==== RECORDS FOR THE TASK ====

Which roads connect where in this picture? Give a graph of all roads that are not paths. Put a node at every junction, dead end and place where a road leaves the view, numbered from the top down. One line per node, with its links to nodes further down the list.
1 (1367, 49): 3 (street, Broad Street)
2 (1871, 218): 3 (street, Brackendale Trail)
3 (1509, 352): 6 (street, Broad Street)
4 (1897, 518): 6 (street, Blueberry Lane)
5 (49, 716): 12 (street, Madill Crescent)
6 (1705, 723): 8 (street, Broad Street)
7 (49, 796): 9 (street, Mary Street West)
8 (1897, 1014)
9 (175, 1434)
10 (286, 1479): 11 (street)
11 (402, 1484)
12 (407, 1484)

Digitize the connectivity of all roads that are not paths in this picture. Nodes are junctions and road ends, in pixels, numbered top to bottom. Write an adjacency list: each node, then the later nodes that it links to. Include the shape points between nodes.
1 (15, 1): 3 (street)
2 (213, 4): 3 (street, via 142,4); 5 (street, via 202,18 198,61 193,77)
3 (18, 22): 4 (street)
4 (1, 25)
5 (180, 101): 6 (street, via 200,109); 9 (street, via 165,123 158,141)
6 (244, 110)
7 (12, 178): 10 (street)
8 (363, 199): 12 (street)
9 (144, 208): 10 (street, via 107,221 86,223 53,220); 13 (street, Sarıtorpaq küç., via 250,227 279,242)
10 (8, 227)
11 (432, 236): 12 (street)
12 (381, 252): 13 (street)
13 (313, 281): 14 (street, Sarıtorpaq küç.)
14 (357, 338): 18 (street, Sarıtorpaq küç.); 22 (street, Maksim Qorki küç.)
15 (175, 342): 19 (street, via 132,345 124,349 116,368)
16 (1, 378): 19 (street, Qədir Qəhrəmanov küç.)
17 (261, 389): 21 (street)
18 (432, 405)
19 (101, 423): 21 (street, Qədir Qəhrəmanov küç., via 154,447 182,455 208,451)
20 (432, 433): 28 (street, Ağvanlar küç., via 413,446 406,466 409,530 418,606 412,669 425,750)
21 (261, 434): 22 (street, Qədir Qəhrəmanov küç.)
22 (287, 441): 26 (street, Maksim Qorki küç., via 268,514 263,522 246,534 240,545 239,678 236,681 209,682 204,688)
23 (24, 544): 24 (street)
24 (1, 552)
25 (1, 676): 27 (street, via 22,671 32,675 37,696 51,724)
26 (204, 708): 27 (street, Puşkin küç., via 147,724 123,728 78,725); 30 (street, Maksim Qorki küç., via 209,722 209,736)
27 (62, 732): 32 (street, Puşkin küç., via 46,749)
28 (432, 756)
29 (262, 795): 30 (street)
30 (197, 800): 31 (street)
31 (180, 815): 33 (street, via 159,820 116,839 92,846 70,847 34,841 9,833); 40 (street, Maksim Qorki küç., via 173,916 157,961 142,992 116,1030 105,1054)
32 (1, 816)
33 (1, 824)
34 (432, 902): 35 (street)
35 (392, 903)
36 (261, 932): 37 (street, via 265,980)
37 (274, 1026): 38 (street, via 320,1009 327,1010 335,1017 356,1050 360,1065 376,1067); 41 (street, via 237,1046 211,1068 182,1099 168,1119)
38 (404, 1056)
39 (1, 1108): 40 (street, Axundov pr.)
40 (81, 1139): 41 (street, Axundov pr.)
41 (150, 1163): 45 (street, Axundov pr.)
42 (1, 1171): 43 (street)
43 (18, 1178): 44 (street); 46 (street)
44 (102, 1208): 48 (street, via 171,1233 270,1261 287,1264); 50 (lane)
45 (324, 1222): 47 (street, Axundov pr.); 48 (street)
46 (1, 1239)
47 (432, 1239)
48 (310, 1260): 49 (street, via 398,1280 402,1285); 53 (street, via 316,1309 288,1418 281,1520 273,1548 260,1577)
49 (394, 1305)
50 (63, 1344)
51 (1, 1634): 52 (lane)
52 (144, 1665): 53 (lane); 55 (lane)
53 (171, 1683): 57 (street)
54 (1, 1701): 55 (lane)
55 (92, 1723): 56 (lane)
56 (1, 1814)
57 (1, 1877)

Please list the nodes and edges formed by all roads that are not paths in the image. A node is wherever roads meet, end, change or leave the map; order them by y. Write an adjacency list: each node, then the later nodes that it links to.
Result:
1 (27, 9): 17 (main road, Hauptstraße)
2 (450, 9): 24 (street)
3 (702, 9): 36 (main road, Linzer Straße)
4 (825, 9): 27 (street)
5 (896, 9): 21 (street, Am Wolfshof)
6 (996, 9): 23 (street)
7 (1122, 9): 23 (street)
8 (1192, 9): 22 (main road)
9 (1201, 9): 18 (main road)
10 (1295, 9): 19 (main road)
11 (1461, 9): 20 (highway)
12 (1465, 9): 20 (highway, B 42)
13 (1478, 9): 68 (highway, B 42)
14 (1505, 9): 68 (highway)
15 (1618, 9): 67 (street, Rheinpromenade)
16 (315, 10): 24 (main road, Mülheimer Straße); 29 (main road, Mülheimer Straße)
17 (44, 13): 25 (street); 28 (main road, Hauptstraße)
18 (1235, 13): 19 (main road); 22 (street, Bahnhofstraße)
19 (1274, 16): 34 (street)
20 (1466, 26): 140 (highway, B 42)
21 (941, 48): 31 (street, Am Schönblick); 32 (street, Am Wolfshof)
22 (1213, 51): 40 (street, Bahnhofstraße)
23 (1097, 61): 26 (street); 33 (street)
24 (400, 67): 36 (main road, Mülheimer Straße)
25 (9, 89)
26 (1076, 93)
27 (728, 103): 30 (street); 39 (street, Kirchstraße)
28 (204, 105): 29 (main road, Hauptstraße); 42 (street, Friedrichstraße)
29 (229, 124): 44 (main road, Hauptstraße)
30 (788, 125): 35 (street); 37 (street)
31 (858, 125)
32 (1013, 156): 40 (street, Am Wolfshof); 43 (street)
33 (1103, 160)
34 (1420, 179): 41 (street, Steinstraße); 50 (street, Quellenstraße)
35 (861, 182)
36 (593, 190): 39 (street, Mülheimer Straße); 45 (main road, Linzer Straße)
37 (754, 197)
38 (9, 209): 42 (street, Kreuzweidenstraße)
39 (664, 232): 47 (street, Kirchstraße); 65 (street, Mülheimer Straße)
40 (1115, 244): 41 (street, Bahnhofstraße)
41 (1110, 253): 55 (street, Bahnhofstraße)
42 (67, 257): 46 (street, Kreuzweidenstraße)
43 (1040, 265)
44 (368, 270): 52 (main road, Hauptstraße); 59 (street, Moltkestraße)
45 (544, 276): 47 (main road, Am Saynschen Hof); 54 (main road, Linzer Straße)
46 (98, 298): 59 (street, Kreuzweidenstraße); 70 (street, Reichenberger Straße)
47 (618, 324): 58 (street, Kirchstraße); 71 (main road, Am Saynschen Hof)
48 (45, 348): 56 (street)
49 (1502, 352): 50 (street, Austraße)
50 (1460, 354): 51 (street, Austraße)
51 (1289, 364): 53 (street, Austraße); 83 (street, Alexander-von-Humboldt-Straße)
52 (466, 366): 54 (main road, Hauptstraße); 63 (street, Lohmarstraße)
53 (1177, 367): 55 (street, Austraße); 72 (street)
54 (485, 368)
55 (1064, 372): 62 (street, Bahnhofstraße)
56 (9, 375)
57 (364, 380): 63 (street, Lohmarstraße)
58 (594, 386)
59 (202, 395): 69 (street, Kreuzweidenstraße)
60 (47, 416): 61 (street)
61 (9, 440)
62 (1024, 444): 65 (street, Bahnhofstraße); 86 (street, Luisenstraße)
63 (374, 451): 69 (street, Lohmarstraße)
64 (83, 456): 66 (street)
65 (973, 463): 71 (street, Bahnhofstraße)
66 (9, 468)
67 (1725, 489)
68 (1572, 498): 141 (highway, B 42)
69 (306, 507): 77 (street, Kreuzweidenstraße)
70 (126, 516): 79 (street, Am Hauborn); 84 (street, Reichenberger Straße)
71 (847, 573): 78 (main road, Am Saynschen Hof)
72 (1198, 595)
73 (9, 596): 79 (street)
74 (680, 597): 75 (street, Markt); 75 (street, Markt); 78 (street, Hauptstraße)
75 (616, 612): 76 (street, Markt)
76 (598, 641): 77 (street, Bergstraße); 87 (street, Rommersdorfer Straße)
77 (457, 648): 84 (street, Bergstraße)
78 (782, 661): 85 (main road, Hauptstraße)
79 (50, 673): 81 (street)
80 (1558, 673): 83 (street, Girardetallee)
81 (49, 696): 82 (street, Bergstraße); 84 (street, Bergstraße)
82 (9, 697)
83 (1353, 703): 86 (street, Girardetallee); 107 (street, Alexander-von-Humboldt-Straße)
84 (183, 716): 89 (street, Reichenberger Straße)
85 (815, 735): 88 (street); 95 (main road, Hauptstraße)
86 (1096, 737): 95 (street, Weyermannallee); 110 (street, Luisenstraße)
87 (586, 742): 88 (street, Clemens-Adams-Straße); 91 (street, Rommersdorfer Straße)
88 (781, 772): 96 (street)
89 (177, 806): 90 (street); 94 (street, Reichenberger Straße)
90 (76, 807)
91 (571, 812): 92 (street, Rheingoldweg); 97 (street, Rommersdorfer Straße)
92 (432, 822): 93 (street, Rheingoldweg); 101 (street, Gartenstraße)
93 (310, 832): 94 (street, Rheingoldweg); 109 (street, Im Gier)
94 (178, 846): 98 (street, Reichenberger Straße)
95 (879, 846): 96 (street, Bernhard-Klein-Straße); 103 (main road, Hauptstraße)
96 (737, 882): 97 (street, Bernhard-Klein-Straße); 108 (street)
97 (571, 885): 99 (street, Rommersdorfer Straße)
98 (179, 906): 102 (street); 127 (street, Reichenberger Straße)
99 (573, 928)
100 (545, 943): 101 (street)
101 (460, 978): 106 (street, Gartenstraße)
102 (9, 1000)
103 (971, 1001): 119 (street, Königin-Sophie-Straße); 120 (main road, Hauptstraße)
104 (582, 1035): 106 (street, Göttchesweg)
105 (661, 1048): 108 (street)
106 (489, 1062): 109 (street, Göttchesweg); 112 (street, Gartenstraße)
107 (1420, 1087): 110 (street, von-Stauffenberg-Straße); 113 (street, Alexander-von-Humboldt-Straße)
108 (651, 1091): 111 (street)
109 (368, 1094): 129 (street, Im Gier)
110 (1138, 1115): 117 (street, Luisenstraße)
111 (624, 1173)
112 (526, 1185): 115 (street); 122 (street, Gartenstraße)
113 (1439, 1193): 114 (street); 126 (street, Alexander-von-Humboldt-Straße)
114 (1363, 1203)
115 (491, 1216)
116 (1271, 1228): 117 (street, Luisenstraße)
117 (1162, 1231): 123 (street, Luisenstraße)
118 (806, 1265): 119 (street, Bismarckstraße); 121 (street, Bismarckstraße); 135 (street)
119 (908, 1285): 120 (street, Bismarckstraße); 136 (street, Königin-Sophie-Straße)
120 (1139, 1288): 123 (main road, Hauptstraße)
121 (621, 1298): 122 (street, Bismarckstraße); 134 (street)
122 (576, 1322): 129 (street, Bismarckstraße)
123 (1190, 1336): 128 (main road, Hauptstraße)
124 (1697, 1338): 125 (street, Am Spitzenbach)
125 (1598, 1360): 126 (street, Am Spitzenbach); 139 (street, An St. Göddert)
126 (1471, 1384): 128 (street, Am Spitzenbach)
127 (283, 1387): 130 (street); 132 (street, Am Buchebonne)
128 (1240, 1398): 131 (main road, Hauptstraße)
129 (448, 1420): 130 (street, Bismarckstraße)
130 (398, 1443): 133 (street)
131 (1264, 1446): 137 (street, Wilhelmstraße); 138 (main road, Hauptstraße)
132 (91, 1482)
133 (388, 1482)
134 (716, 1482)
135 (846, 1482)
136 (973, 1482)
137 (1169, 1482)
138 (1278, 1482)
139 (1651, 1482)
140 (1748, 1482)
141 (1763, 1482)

====

TASK DETAILS:
Going through the data above, return each line with the word "Humboldt".

SOLUTION BELOW:
51 (1289, 364): 53 (street, Austraße); 83 (street, Alexander-von-Humboldt-Straße)
83 (1353, 703): 86 (street, Girardetallee); 107 (street, Alexander-von-Humboldt-Straße)
107 (1420, 1087): 110 (street, von-Stauffenberg-Straße); 113 (street, Alexander-von-Humboldt-Straße)
113 (1439, 1193): 114 (street); 126 (street, Alexander-von-Humboldt-Straße)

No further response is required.